■ TASK DETAILS ■
The answer must consist of each line below that contains the word "Vanderbeck", copied in full.

Dataset excerpts
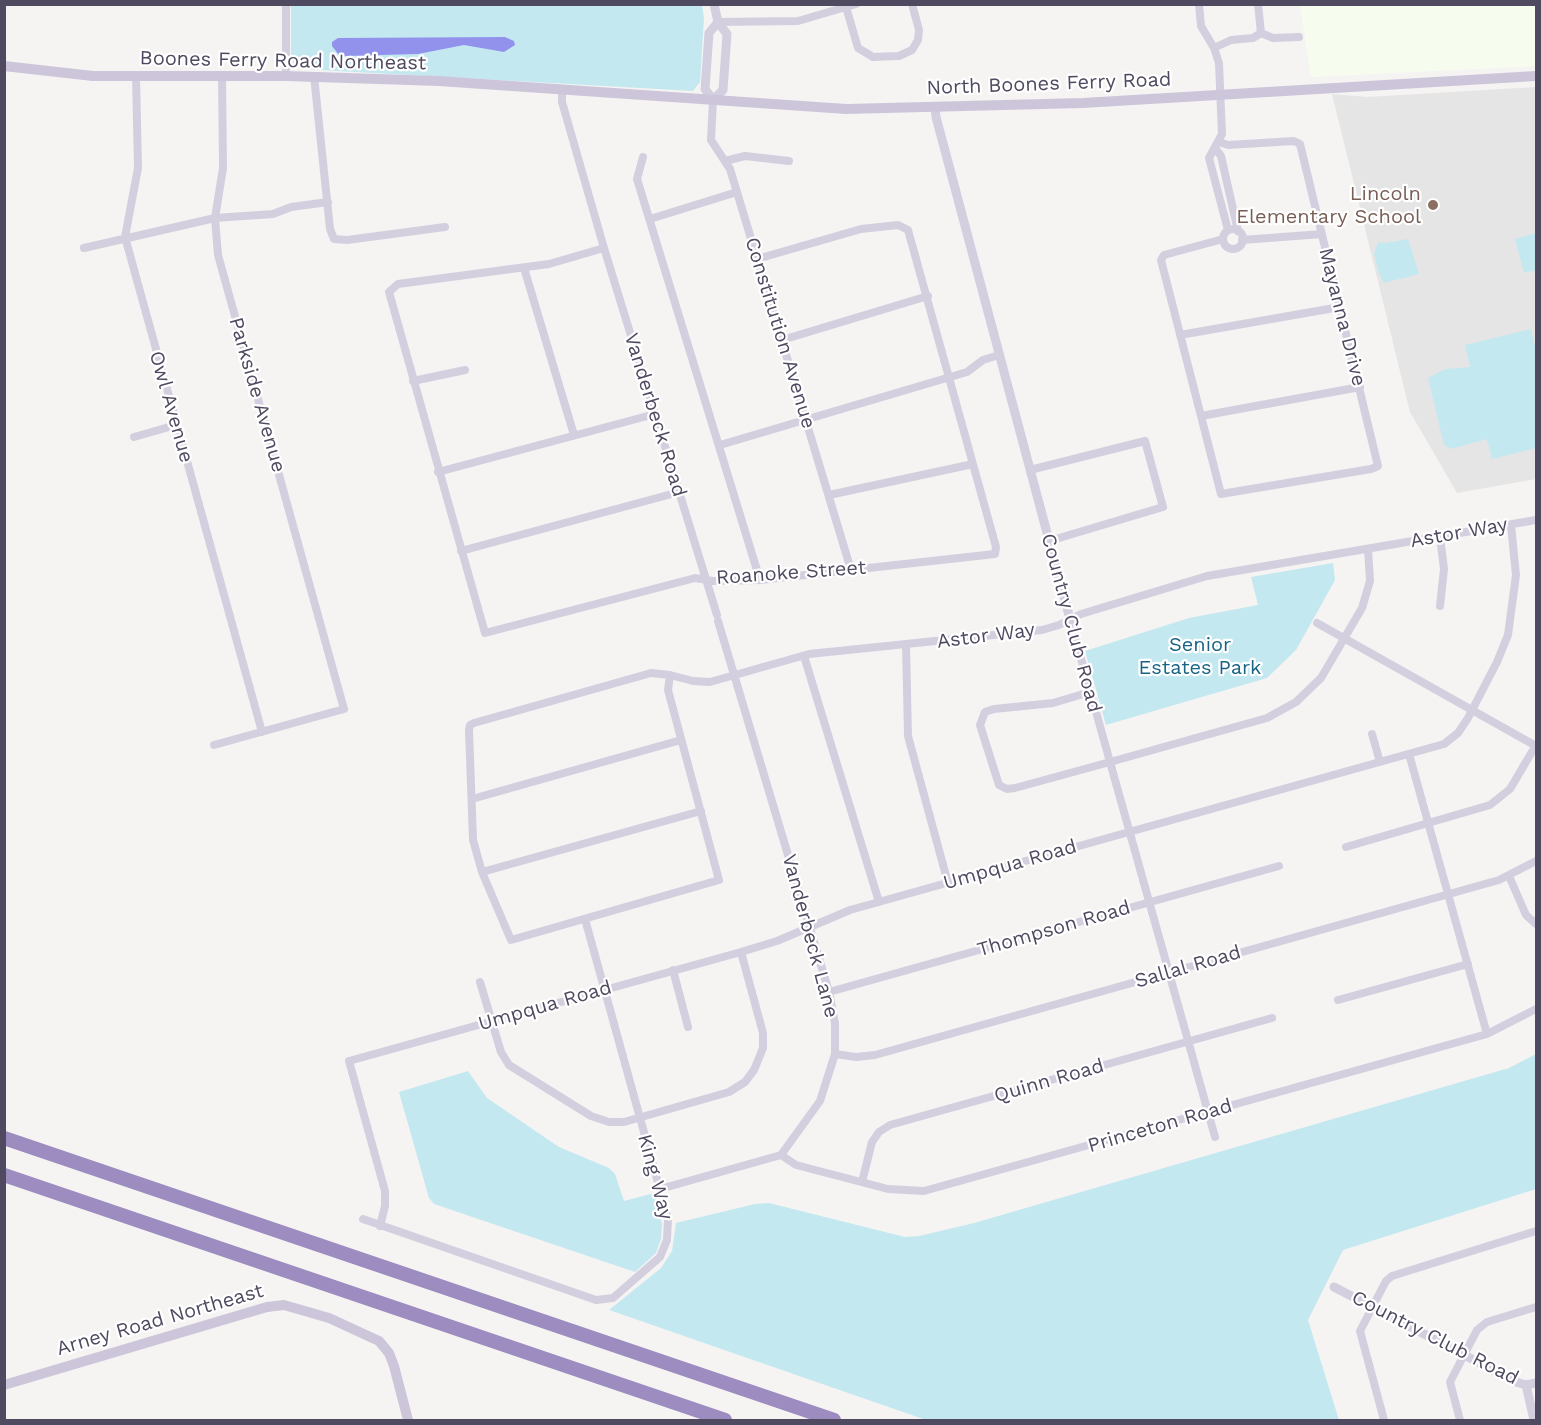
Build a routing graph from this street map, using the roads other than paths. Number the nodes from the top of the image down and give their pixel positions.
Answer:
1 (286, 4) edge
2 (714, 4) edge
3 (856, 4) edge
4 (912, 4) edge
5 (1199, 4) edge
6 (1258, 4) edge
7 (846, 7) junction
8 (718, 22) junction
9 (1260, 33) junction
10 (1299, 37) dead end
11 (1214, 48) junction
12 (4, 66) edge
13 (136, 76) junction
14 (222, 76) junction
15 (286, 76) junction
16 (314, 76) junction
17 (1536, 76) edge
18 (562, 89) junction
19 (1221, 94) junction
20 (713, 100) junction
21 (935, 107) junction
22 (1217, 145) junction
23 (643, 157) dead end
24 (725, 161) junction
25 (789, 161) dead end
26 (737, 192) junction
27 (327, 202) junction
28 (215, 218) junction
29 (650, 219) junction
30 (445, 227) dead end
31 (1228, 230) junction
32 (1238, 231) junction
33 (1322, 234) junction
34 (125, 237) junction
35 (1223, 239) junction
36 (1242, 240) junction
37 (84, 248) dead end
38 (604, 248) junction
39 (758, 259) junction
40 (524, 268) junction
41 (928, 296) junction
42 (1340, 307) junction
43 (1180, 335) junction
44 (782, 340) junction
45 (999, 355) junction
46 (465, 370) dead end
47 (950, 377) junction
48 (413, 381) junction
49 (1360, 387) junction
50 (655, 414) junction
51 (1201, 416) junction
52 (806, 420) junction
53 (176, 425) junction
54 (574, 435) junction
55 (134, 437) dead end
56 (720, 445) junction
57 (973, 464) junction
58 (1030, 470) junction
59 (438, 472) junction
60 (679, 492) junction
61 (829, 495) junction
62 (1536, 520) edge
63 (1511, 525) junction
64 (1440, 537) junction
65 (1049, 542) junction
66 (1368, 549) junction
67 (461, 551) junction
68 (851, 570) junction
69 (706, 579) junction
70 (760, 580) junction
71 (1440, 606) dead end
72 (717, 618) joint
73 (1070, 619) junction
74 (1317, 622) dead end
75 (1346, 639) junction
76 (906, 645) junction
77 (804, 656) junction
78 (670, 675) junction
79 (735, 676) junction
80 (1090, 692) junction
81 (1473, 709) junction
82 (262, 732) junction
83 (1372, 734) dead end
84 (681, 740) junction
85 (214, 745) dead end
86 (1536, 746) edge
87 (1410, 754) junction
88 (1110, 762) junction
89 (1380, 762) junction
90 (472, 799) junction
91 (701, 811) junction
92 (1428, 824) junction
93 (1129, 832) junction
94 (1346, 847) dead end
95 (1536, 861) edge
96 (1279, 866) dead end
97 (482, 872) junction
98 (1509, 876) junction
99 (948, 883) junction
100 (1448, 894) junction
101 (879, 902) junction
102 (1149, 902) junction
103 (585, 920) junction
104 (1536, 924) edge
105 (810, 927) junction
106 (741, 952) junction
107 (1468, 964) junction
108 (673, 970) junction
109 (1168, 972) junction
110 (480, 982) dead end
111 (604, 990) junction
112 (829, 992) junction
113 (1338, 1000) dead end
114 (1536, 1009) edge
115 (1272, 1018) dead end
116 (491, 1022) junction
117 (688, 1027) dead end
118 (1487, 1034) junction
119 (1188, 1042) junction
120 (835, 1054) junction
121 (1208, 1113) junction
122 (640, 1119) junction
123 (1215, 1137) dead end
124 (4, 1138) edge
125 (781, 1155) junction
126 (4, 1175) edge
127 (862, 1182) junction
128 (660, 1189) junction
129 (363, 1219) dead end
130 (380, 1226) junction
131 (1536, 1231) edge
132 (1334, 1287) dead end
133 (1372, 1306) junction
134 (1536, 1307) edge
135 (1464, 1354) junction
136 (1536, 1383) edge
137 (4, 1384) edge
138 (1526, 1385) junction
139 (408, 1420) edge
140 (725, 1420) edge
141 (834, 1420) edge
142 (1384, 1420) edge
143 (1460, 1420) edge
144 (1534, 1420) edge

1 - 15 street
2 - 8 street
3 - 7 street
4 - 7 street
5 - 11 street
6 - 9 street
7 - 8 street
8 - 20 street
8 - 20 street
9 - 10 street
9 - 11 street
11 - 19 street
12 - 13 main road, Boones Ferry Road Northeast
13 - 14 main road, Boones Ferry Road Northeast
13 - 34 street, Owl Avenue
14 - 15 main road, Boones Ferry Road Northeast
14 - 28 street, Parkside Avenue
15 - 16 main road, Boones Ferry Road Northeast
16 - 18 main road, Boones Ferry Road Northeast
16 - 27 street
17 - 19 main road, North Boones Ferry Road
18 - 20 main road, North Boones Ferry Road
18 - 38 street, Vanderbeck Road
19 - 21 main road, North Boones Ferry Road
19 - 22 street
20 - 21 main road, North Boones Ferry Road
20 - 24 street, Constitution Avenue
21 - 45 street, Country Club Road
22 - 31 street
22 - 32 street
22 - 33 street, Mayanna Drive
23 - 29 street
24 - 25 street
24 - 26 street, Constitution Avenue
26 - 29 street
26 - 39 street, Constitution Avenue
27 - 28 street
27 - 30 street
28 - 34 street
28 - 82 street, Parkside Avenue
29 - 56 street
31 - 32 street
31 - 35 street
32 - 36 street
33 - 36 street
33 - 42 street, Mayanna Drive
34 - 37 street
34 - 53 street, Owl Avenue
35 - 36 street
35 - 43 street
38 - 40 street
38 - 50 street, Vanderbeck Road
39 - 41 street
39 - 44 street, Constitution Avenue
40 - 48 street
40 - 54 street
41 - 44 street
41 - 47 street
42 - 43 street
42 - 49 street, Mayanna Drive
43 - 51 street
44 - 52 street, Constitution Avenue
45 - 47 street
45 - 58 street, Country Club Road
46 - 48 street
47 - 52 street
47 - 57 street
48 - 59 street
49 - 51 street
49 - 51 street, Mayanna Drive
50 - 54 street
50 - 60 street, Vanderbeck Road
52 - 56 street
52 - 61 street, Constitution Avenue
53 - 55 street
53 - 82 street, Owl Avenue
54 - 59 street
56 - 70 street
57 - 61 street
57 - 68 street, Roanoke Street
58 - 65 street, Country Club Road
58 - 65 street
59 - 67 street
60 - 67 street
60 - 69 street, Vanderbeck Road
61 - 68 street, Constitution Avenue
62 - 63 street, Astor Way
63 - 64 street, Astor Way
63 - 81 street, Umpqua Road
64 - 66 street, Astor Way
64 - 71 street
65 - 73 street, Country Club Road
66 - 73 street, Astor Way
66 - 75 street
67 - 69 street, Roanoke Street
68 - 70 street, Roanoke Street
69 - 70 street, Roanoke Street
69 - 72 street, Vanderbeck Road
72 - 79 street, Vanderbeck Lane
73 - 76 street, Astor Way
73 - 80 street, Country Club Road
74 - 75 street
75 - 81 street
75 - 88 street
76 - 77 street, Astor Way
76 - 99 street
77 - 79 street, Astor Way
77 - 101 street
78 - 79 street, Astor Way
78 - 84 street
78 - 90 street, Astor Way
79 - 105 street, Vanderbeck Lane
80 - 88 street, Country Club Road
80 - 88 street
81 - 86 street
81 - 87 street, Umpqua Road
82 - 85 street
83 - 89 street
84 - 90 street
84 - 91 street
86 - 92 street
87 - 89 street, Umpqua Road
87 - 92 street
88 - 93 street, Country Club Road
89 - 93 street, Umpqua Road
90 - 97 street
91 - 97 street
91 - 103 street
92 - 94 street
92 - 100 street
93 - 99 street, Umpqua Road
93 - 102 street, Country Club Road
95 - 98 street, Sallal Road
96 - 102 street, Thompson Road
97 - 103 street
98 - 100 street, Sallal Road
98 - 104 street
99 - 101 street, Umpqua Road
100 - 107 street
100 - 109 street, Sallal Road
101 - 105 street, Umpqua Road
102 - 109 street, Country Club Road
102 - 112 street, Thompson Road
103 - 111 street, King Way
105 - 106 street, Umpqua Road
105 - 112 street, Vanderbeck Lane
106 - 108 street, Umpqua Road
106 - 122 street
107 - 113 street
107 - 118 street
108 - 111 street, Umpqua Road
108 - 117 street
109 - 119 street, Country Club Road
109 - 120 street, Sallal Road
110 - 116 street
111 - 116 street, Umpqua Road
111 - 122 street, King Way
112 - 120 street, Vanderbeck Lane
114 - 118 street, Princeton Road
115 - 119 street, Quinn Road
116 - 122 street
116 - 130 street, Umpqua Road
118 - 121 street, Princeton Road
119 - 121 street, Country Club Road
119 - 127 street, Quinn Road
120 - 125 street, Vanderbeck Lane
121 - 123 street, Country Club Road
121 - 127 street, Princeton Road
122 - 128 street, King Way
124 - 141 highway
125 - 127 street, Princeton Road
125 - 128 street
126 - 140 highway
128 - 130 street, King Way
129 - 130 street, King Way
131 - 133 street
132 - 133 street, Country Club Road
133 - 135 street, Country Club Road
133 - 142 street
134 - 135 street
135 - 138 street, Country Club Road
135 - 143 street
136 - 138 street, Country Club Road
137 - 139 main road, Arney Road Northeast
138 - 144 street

■ EXPECTED ANSWER ■
18 - 38 street, Vanderbeck Road
38 - 50 street, Vanderbeck Road
50 - 60 street, Vanderbeck Road
60 - 69 street, Vanderbeck Road
69 - 72 street, Vanderbeck Road
72 - 79 street, Vanderbeck Lane
79 - 105 street, Vanderbeck Lane
105 - 112 street, Vanderbeck Lane
112 - 120 street, Vanderbeck Lane
120 - 125 street, Vanderbeck Lane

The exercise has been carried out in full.